**Stored data entries**
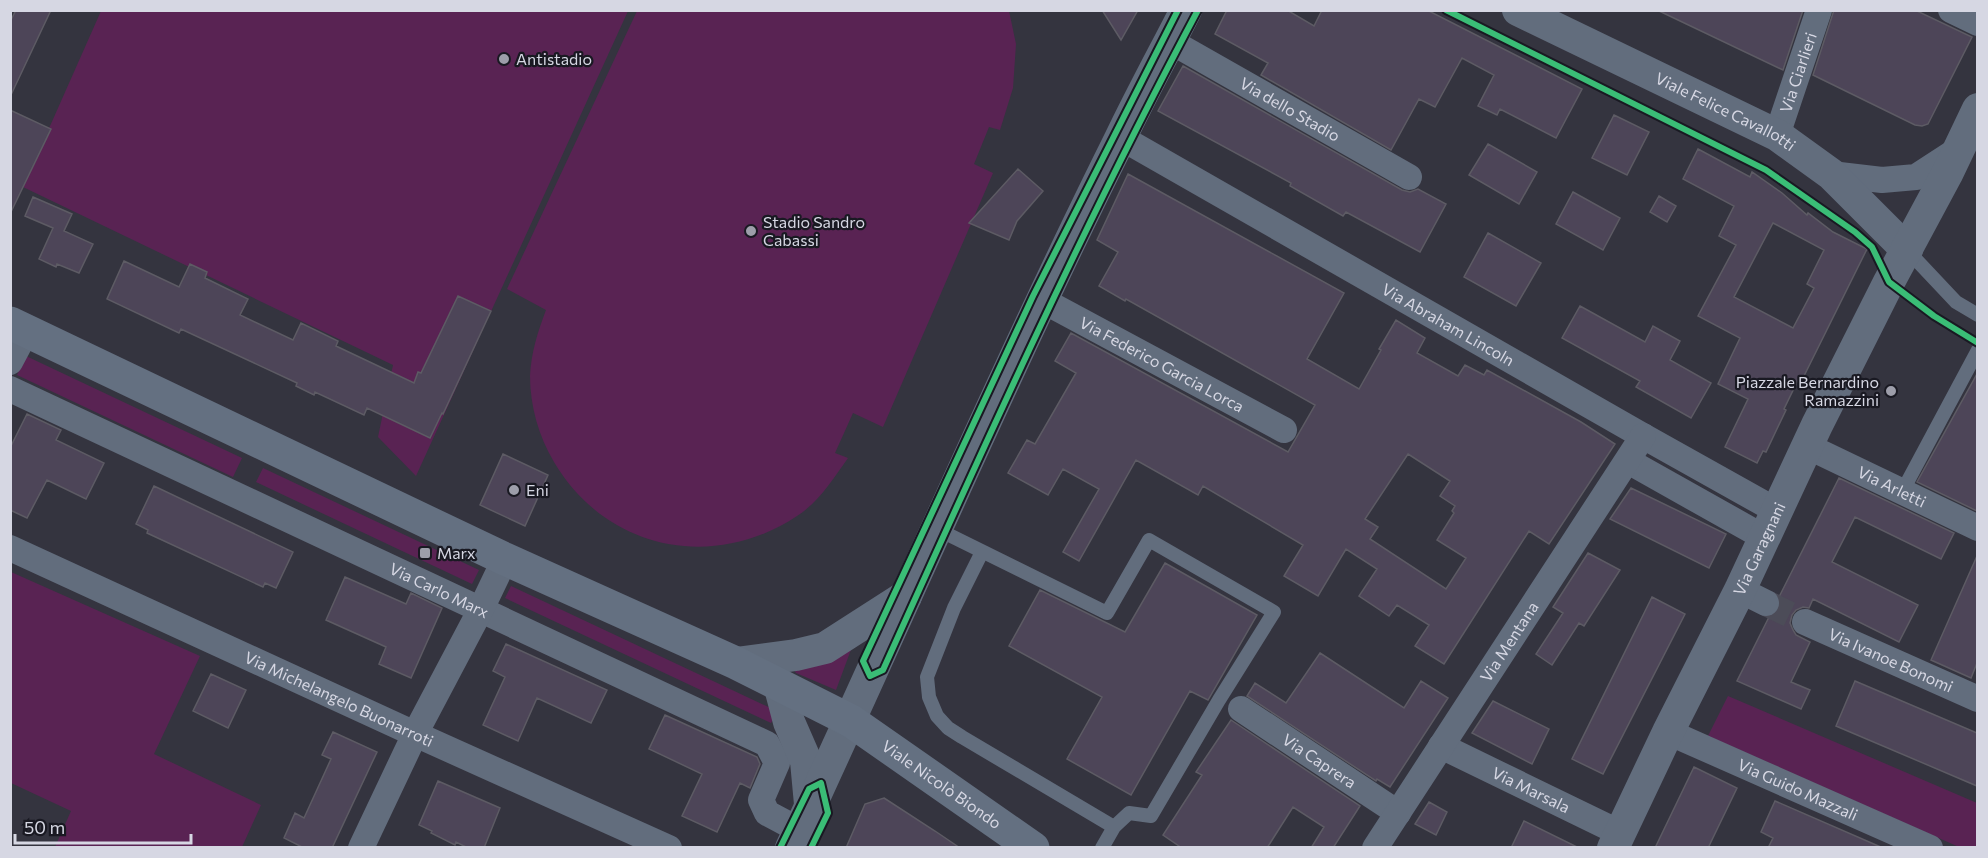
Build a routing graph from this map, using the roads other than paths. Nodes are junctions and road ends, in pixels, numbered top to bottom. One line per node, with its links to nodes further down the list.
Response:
1 (1186, 10): 6 (street)
2 (1518, 10): 8 (street, Viale Felice Cavallotti)
3 (1819, 10): 8 (street, Via Ciarlieri)
4 (1951, 10): 5 (street)
5 (1977, 23)
6 (1170, 41): 9 (street); 12 (street, Via dello Stadio)
7 (1977, 109): 10 (street, Via Garagnani)
8 (1777, 135): 11 (street, Viale Felice Cavallotti)
9 (1120, 137): 14 (street); 21 (street, Via Abraham Lincoln)
10 (1956, 151): 11 (street); 13 (street, Via Garagnani)
11 (1831, 174): 13 (street, Viale Felice Cavallotti)
12 (1409, 177)
13 (1906, 250): 15 (lane); 22 (street, Via Garagnani)
14 (1042, 300): 20 (street, Via Federico Garcia Lorca); 27 (street)
15 (1977, 315)
16 (19, 327): 18 (street); 31 (main road)
17 (1977, 350): 24 (lane)
18 (10, 363)
19 (10, 389): 33 (street, Via Carlo Marx)
20 (1284, 430)
21 (1643, 436): 23 (street, Via Mentana); 25 (street, Via Abraham Lincoln)
22 (1807, 446): 24 (street, Via Arletti); 25 (street, Via Garagnani)
23 (1628, 461): 28 (street); 42 (street, Via Mentana)
24 (1902, 492): 26 (street, Via Arletti)
25 (1777, 511): 28 (street, Via Garagnani)
26 (1977, 528)
27 (937, 529): 30 (lane); 32 (street)
28 (1765, 538): 40 (street, Via Garagnani)
29 (10, 548): 41 (street, Via Michelangelo Buonarroti)
30 (982, 552): 44 (lane); 44 (lane)
31 (505, 559): 33 (street); 35 (main road)
32 (906, 596): 35 (street); 39 (street)
33 (481, 609): 41 (street); 45 (street, Via Carlo Marx)
34 (1805, 622): 37 (street, Via Ivanoe Bonomi)
35 (736, 663): 36 (main road)
36 (779, 684): 39 (main road); 45 (street)
37 (1977, 699)
38 (1241, 709): 43 (street, Via Caprera)
39 (851, 721): 45 (street); 49 (main road, Viale Nicolò Biondo)
40 (1668, 732): 46 (street, Via Garagnani); 52 (street, Via Guido Mazzali)
41 (415, 734): 47 (street); 48 (street, Via Michelangelo Buonarroti)
42 (1441, 746): 43 (street, Via Mentana); 46 (street, Via Marsala)
43 (1398, 813): 51 (street, Via Mentana)
44 (1114, 827): 50 (lane)
45 (800, 828)
46 (1617, 840)
47 (361, 848)
48 (669, 848)
49 (1033, 848)
50 (1102, 848)
51 (1375, 848)
52 (1930, 848)

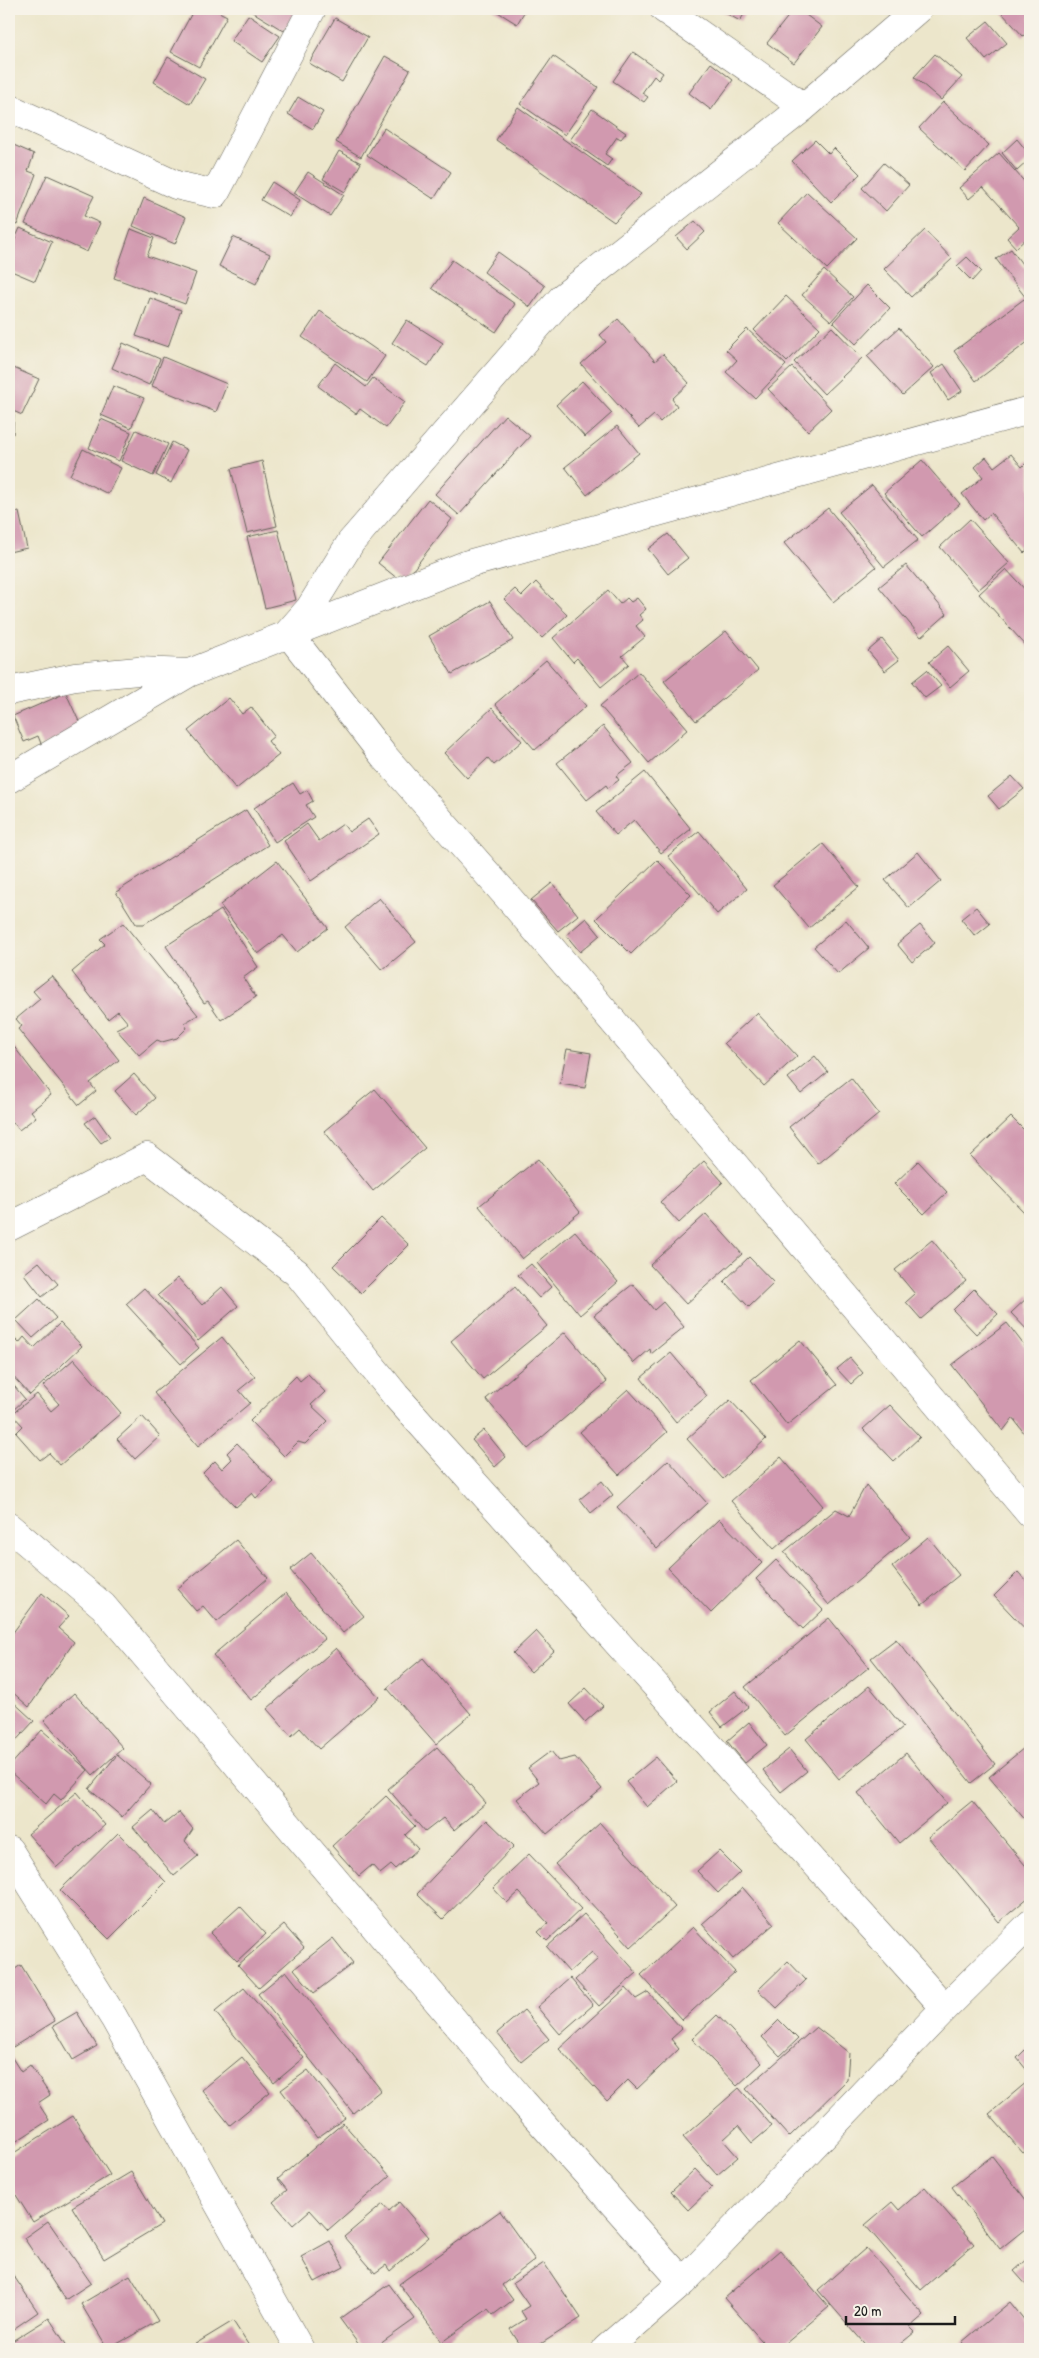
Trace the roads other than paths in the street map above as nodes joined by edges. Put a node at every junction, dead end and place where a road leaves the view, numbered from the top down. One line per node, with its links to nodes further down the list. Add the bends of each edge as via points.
1 (312, 9): 5 (street, via 215,194 176,185)
2 (664, 9): 4 (street)
3 (918, 9): 4 (street)
4 (804, 107): 7 (street, via 563,298 351,542 310,608)
5 (9, 108)
6 (1030, 410): 7 (street, via 468,564)
7 (288, 633): 8 (street); 12 (street, via 383,755 513,903)
8 (188, 673): 9 (street, via 138,671 75,677); 10 (street)
9 (9, 691)
10 (9, 779)
11 (9, 1227): 16 (street, via 147,1157 297,1272 396,1396)
12 (1030, 1514)
13 (9, 1527): 17 (street, via 103,1606 523,2102)
14 (9, 1850): 18 (street, via 114,2018)
15 (1030, 1924): 16 (street)
16 (945, 2008): 17 (street)
17 (683, 2282): 19 (street)
18 (300, 2349)
19 (606, 2349)

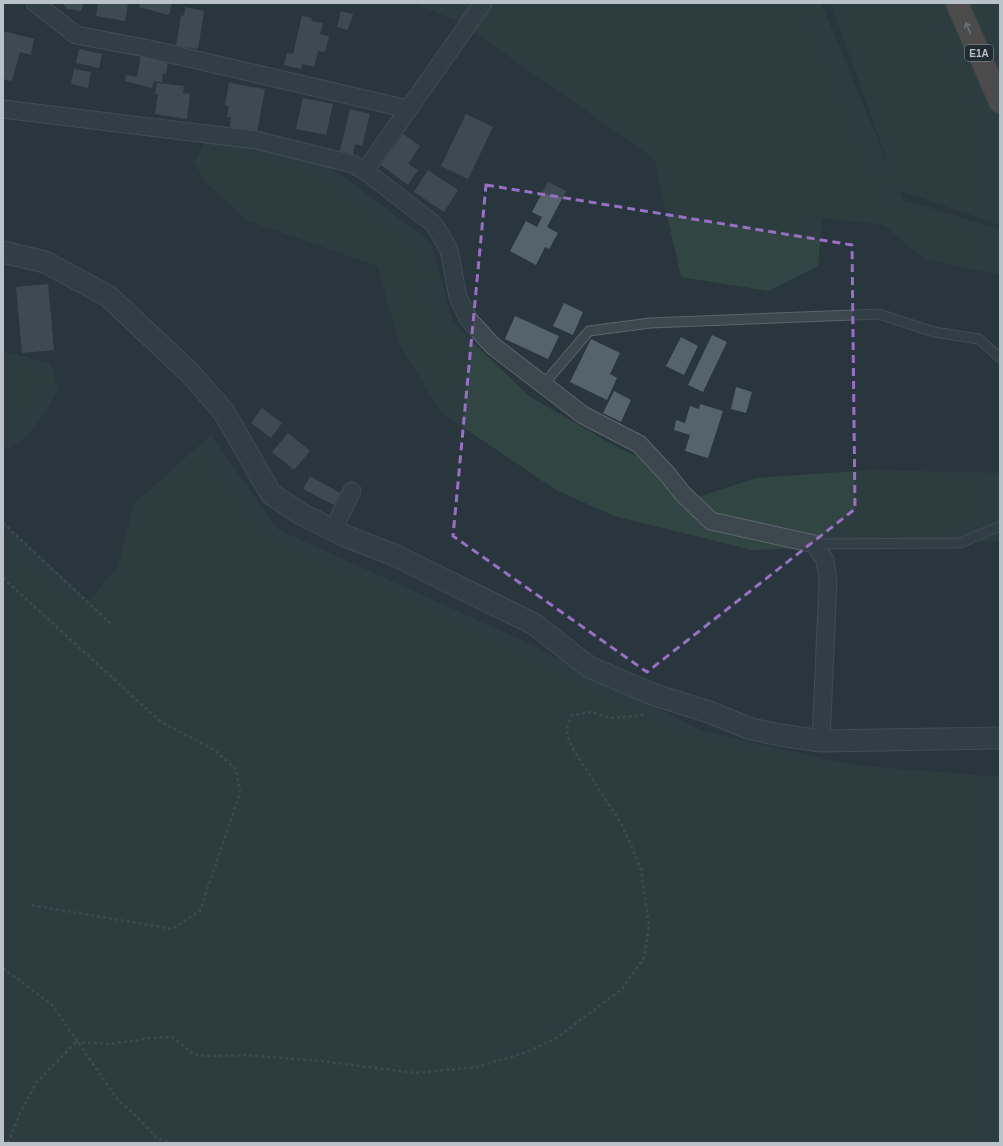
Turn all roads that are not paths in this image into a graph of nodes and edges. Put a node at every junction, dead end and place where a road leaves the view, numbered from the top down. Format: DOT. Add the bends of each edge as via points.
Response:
graph roads {
  1 [pos="35,3"];
  2 [pos="483,3"];
  3 [pos="957,3"];
  4 [pos="1000,102"];
  5 [pos="3,109"];
  6 [pos="408,109"];
  7 [pos="365,171"];
  8 [pos="3,252"];
  9 [pos="1000,358"];
  10 [pos="543,385"];
  11 [pos="352,491"];
  12 [pos="1000,526"];
  13 [pos="333,530"];
  14 [pos="814,544"];
  15 [pos="1000,738"];
  16 [pos="821,741"];
  1 -- 6 [label="street" via="76,35 145,48"];
  2 -- 6 [label="street"];
  4 -- 3 [label="highway, E1A, one-way"];
  5 -- 7 [label="street" via="256,140 353,164"];
  6 -- 7 [label="street"];
  7 -- 10 [label="street" via="434,224 449,250 458,297 469,320 493,346"];
  8 -- 13 [label="street" via="45,262 108,296 190,373 224,412 271,494 301,514"];
  9 -- 10 [label="lane" via="979,339 934,332 879,314 650,323 589,331"];
  10 -- 14 [label="street" via="583,415 639,444 682,493 711,521"];
  11 -- 13 [label="street"];
  12 -- 14 [label="lane" via="960,543"];
  13 -- 16 [label="street" via="400,559 534,624 589,668 655,695 709,712 751,729"];
  14 -- 16 [label="street" via="825,560 828,581"];
  15 -- 16 [label="street"];
}
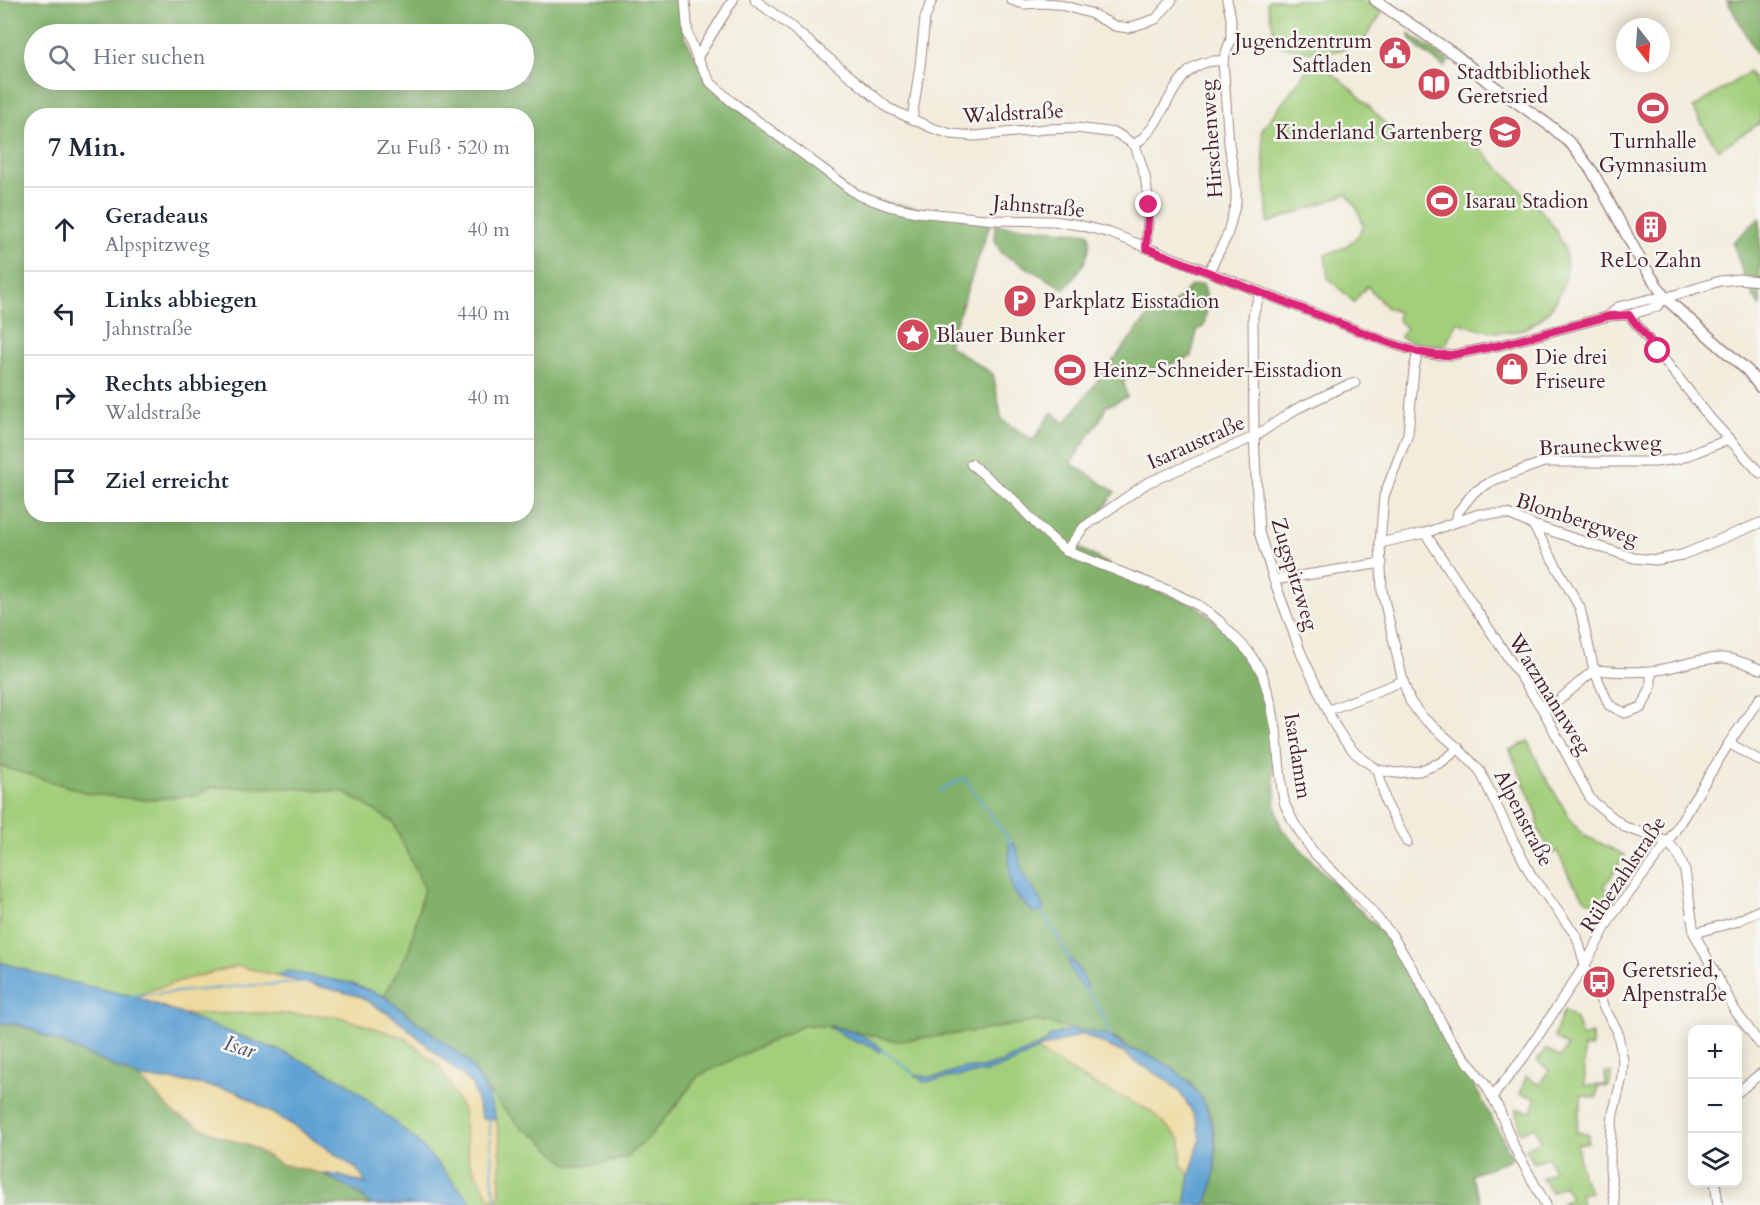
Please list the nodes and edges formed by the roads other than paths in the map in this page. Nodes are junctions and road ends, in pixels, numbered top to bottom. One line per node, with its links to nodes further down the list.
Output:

**Problem description**
Each line that contains the string "pixels" should be copied from the data above.

**Solution to this exercise**
Build a routing graph from this map, using the roads other than paths. Nodes are junctions and road ends, in pixels, numbered top to bottom. One line per node, with its links to nodes further down the list.
Please list the nodes and edges formed by the roads other than paths in the map in this page. Nodes are junctions and road ends, in pixels, numbered top to bottom. One line per node, with its links to nodes further down the list.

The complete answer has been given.